■ **What the task requires**
Would you print the lines below exactly, beginning at the line that has "pinky pip: (603, 492)" and stopping after the line that has "thumb cmc: (200, 367)"? Only those lines, and no pictures.

■ **Data excerpts**
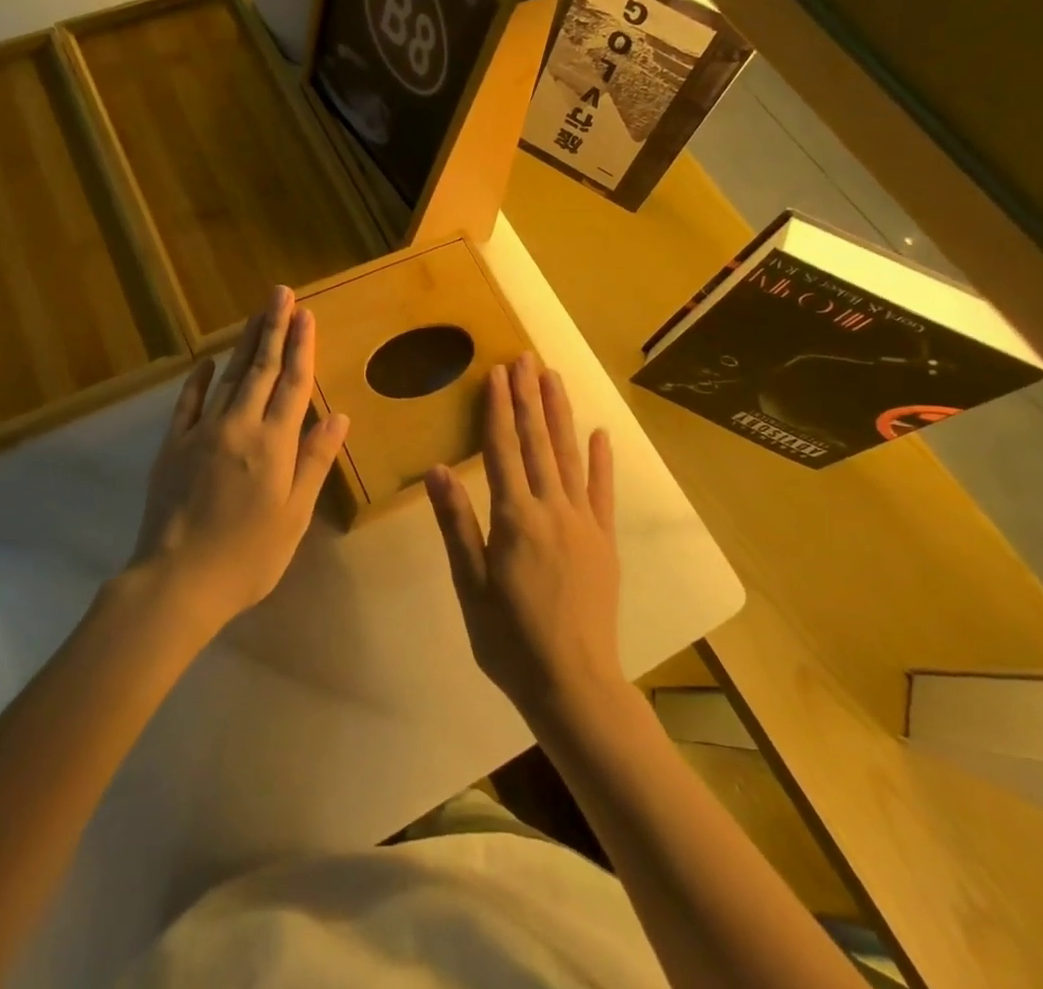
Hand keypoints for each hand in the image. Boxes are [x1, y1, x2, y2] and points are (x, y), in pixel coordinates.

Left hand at [131, 286, 349, 628]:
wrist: (177, 581)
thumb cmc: (248, 556)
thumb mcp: (294, 516)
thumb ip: (314, 462)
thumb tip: (339, 416)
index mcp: (274, 444)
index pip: (293, 383)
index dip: (302, 347)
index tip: (307, 314)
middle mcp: (240, 426)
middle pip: (261, 368)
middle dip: (274, 328)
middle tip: (281, 293)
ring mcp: (202, 432)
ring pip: (229, 377)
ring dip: (245, 343)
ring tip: (257, 313)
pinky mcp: (173, 445)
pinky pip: (188, 403)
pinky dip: (200, 379)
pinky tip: (208, 361)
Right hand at [426, 354, 620, 726]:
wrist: (574, 685)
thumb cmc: (509, 640)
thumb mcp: (470, 585)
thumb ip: (457, 524)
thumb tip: (437, 470)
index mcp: (514, 518)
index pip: (503, 450)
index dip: (499, 409)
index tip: (497, 373)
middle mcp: (551, 509)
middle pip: (537, 442)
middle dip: (529, 397)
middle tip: (525, 358)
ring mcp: (583, 522)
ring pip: (569, 456)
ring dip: (560, 414)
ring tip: (553, 378)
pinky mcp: (605, 541)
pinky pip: (603, 492)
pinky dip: (600, 461)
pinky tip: (599, 434)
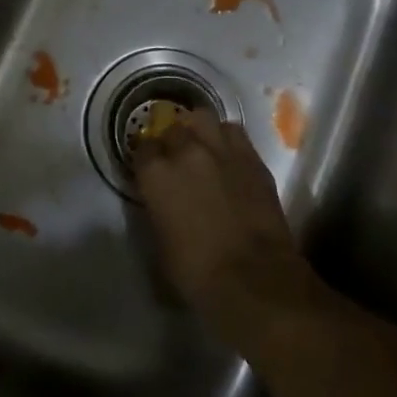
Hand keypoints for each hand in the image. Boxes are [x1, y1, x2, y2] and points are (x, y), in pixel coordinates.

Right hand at [130, 110, 321, 343]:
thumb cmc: (196, 272)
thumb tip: (162, 199)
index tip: (149, 169)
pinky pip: (234, 134)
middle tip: (176, 158)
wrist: (254, 277)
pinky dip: (226, 139)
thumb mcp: (160, 242)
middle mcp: (187, 151)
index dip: (146, 159)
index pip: (143, 148)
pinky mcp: (253, 157)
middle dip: (172, 139)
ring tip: (202, 146)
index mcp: (156, 175)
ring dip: (199, 130)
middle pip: (174, 127)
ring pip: (204, 119)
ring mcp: (223, 150)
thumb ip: (158, 208)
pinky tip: (228, 156)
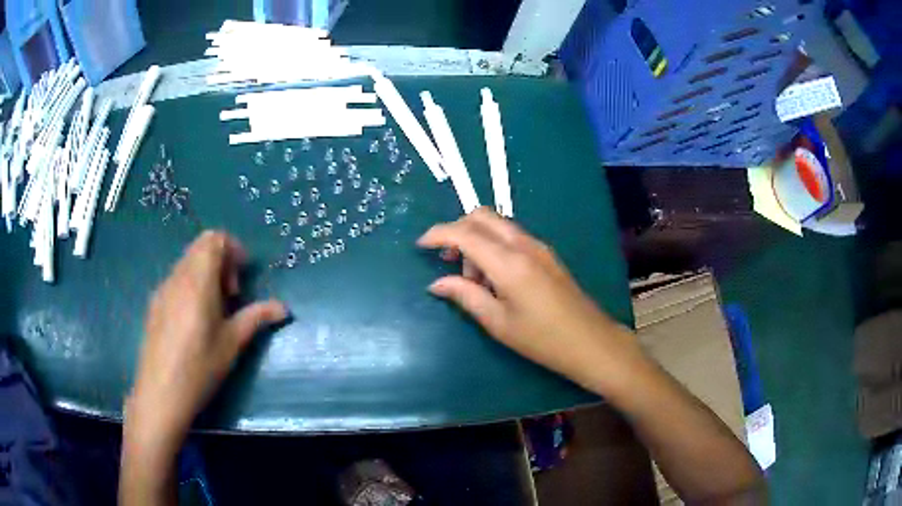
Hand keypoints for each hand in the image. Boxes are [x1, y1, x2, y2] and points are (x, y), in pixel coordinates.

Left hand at [126, 231, 286, 453]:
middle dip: (221, 262)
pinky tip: (195, 321)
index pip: (214, 239)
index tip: (243, 277)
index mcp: (198, 280)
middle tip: (232, 295)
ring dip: (206, 274)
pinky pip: (176, 280)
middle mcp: (177, 277)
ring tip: (215, 311)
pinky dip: (191, 286)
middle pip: (200, 247)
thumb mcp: (232, 343)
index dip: (233, 249)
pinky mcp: (154, 304)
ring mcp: (162, 290)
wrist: (161, 393)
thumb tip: (284, 308)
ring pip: (187, 263)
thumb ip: (256, 318)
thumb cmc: (200, 367)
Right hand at [417, 208, 643, 390]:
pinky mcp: (546, 254)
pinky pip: (511, 237)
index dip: (438, 234)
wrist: (590, 341)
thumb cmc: (541, 339)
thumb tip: (436, 284)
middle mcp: (523, 244)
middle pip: (482, 216)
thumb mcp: (497, 322)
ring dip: (477, 240)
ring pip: (497, 225)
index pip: (464, 233)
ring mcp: (538, 246)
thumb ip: (464, 296)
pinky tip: (495, 278)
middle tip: (447, 260)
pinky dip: (494, 246)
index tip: (420, 245)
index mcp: (508, 262)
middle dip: (458, 230)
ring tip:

■ **Task solution**
pinky pip: (603, 492)
pinky dip: (600, 461)
pinky tip: (599, 434)
Hand keypoints for each hand in the image. Boxes are [x1, y1, x2, y2] and points are (x, y), in pixel coordinates.

Right hand at [130, 110, 321, 343]:
thumb cmc: (196, 272)
thumb tip: (162, 199)
index tip: (149, 169)
pinky pip: (234, 134)
middle tip: (176, 158)
wrist: (254, 277)
pinky dip: (226, 139)
thumb mcp: (160, 242)
middle mcp: (187, 151)
index dip: (146, 159)
index pip: (143, 148)
pinky mcp: (253, 157)
middle dip: (172, 139)
ring tip: (202, 146)
index mcp: (156, 175)
ring dip: (199, 130)
middle pip: (174, 127)
ring pip: (204, 119)
ring mcp: (223, 150)
thumb ip: (158, 208)
pinky tip: (228, 156)
Hand keypoints for each hand in the image. Boxes are [x1, y1, x2, y2] and points are (x, y), in pixel coordinates.

Left hand at [126, 231, 286, 453]:
middle dip: (221, 262)
pinky tip: (195, 321)
index pip: (214, 239)
index tip: (243, 277)
index mcp: (198, 280)
middle tip: (232, 295)
ring dip: (206, 274)
pinky pip: (176, 280)
middle mcp: (177, 277)
ring tip: (215, 311)
pinky dip: (191, 286)
middle pip: (200, 247)
thumb mcp: (232, 343)
index dip: (233, 249)
pinky mcp: (154, 304)
ring mcp: (162, 290)
wrist: (161, 393)
thumb tip: (284, 308)
ring pip: (187, 263)
thumb ip: (256, 318)
thumb cmc: (200, 367)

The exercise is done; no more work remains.